╭─ Information given

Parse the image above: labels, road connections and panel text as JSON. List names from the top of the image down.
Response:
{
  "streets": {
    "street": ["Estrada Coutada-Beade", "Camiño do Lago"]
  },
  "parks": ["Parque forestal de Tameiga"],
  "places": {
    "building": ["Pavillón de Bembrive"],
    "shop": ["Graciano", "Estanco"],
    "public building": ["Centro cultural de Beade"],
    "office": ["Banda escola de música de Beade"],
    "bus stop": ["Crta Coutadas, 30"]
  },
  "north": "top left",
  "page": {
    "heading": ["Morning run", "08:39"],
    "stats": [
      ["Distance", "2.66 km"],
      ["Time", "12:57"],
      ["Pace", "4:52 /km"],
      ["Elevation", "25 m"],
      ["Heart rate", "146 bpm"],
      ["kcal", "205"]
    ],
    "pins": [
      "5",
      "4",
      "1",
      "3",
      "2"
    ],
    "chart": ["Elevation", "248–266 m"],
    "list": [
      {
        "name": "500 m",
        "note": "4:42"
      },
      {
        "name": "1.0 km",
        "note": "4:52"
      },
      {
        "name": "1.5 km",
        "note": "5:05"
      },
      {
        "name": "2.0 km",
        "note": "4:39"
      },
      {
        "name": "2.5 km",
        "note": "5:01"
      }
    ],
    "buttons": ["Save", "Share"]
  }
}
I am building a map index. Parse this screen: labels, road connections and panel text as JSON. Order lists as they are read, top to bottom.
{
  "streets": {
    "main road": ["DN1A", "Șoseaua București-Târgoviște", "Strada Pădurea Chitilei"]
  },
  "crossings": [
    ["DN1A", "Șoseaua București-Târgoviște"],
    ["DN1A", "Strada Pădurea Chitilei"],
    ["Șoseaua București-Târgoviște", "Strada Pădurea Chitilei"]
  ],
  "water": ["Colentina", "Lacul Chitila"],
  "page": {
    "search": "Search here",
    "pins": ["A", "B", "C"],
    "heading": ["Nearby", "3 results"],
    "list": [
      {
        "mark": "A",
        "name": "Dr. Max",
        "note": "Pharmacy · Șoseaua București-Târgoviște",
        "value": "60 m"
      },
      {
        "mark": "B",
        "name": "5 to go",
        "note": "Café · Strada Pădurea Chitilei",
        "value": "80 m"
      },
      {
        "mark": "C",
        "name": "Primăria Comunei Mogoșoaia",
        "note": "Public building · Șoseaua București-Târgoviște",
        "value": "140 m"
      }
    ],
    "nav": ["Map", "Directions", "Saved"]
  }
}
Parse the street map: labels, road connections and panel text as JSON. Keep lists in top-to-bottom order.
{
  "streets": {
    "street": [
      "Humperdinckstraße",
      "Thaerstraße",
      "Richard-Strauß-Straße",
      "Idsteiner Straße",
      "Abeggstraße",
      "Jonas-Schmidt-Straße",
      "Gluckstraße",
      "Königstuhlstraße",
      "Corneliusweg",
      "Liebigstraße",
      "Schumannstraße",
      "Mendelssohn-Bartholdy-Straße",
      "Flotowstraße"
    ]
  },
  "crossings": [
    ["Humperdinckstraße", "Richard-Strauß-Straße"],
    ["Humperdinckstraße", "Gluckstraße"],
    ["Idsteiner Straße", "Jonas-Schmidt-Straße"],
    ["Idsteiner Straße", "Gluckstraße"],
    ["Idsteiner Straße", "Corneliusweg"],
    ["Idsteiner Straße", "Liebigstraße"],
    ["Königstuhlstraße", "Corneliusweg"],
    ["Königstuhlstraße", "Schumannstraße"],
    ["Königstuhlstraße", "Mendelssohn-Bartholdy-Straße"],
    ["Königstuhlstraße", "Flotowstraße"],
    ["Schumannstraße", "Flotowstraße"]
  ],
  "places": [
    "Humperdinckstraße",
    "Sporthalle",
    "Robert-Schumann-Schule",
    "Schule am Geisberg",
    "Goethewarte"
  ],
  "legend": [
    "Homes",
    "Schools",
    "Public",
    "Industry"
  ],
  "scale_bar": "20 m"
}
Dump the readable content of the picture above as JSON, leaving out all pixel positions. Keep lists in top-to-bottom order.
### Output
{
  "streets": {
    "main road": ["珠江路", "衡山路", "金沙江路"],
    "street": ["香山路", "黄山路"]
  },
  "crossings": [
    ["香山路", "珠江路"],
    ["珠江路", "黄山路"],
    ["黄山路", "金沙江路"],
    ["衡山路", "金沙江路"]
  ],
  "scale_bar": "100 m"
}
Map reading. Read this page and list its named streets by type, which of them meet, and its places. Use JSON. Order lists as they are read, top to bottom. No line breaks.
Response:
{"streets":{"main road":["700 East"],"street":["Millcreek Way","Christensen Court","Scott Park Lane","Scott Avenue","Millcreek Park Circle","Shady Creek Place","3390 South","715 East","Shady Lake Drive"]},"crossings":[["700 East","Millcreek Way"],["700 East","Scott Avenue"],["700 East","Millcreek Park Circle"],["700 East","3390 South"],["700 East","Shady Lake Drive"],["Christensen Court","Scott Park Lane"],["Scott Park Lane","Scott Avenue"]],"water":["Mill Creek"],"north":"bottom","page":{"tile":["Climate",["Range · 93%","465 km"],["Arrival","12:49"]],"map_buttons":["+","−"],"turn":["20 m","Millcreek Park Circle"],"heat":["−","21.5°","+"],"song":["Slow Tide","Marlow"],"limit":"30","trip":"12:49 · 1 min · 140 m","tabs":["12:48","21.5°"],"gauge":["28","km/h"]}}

╰─

What the task asks: Your task is to repeat the data exactly; please include every line.

Worked solution:
Parse the image above: labels, road connections and panel text as JSON. List names from the top of the image down.
Response:
{
  "streets": {
    "street": ["Estrada Coutada-Beade", "Camiño do Lago"]
  },
  "parks": ["Parque forestal de Tameiga"],
  "places": {
    "building": ["Pavillón de Bembrive"],
    "shop": ["Graciano", "Estanco"],
    "public building": ["Centro cultural de Beade"],
    "office": ["Banda escola de música de Beade"],
    "bus stop": ["Crta Coutadas, 30"]
  },
  "north": "top left",
  "page": {
    "heading": ["Morning run", "08:39"],
    "stats": [
      ["Distance", "2.66 km"],
      ["Time", "12:57"],
      ["Pace", "4:52 /km"],
      ["Elevation", "25 m"],
      ["Heart rate", "146 bpm"],
      ["kcal", "205"]
    ],
    "pins": [
      "5",
      "4",
      "1",
      "3",
      "2"
    ],
    "chart": ["Elevation", "248–266 m"],
    "list": [
      {
        "name": "500 m",
        "note": "4:42"
      },
      {
        "name": "1.0 km",
        "note": "4:52"
      },
      {
        "name": "1.5 km",
        "note": "5:05"
      },
      {
        "name": "2.0 km",
        "note": "4:39"
      },
      {
        "name": "2.5 km",
        "note": "5:01"
      }
    ],
    "buttons": ["Save", "Share"]
  }
}
I am building a map index. Parse this screen: labels, road connections and panel text as JSON. Order lists as they are read, top to bottom.
{
  "streets": {
    "main road": ["DN1A", "Șoseaua București-Târgoviște", "Strada Pădurea Chitilei"]
  },
  "crossings": [
    ["DN1A", "Șoseaua București-Târgoviște"],
    ["DN1A", "Strada Pădurea Chitilei"],
    ["Șoseaua București-Târgoviște", "Strada Pădurea Chitilei"]
  ],
  "water": ["Colentina", "Lacul Chitila"],
  "page": {
    "search": "Search here",
    "pins": ["A", "B", "C"],
    "heading": ["Nearby", "3 results"],
    "list": [
      {
        "mark": "A",
        "name": "Dr. Max",
        "note": "Pharmacy · Șoseaua București-Târgoviște",
        "value": "60 m"
      },
      {
        "mark": "B",
        "name": "5 to go",
        "note": "Café · Strada Pădurea Chitilei",
        "value": "80 m"
      },
      {
        "mark": "C",
        "name": "Primăria Comunei Mogoșoaia",
        "note": "Public building · Șoseaua București-Târgoviște",
        "value": "140 m"
      }
    ],
    "nav": ["Map", "Directions", "Saved"]
  }
}
Parse the street map: labels, road connections and panel text as JSON. Keep lists in top-to-bottom order.
{
  "streets": {
    "street": [
      "Humperdinckstraße",
      "Thaerstraße",
      "Richard-Strauß-Straße",
      "Idsteiner Straße",
      "Abeggstraße",
      "Jonas-Schmidt-Straße",
      "Gluckstraße",
      "Königstuhlstraße",
      "Corneliusweg",
      "Liebigstraße",
      "Schumannstraße",
      "Mendelssohn-Bartholdy-Straße",
      "Flotowstraße"
    ]
  },
  "crossings": [
    ["Humperdinckstraße", "Richard-Strauß-Straße"],
    ["Humperdinckstraße", "Gluckstraße"],
    ["Idsteiner Straße", "Jonas-Schmidt-Straße"],
    ["Idsteiner Straße", "Gluckstraße"],
    ["Idsteiner Straße", "Corneliusweg"],
    ["Idsteiner Straße", "Liebigstraße"],
    ["Königstuhlstraße", "Corneliusweg"],
    ["Königstuhlstraße", "Schumannstraße"],
    ["Königstuhlstraße", "Mendelssohn-Bartholdy-Straße"],
    ["Königstuhlstraße", "Flotowstraße"],
    ["Schumannstraße", "Flotowstraße"]
  ],
  "places": [
    "Humperdinckstraße",
    "Sporthalle",
    "Robert-Schumann-Schule",
    "Schule am Geisberg",
    "Goethewarte"
  ],
  "legend": [
    "Homes",
    "Schools",
    "Public",
    "Industry"
  ],
  "scale_bar": "20 m"
}
Dump the readable content of the picture above as JSON, leaving out all pixel positions. Keep lists in top-to-bottom order.
### Output
{
  "streets": {
    "main road": ["珠江路", "衡山路", "金沙江路"],
    "street": ["香山路", "黄山路"]
  },
  "crossings": [
    ["香山路", "珠江路"],
    ["珠江路", "黄山路"],
    ["黄山路", "金沙江路"],
    ["衡山路", "金沙江路"]
  ],
  "scale_bar": "100 m"
}
Map reading. Read this page and list its named streets by type, which of them meet, and its places. Use JSON. Order lists as they are read, top to bottom. No line breaks.
Response:
{"streets":{"main road":["700 East"],"street":["Millcreek Way","Christensen Court","Scott Park Lane","Scott Avenue","Millcreek Park Circle","Shady Creek Place","3390 South","715 East","Shady Lake Drive"]},"crossings":[["700 East","Millcreek Way"],["700 East","Scott Avenue"],["700 East","Millcreek Park Circle"],["700 East","3390 South"],["700 East","Shady Lake Drive"],["Christensen Court","Scott Park Lane"],["Scott Park Lane","Scott Avenue"]],"water":["Mill Creek"],"north":"bottom","page":{"tile":["Climate",["Range · 93%","465 km"],["Arrival","12:49"]],"map_buttons":["+","−"],"turn":["20 m","Millcreek Park Circle"],"heat":["−","21.5°","+"],"song":["Slow Tide","Marlow"],"limit":"30","trip":"12:49 · 1 min · 140 m","tabs":["12:48","21.5°"],"gauge":["28","km/h"]}}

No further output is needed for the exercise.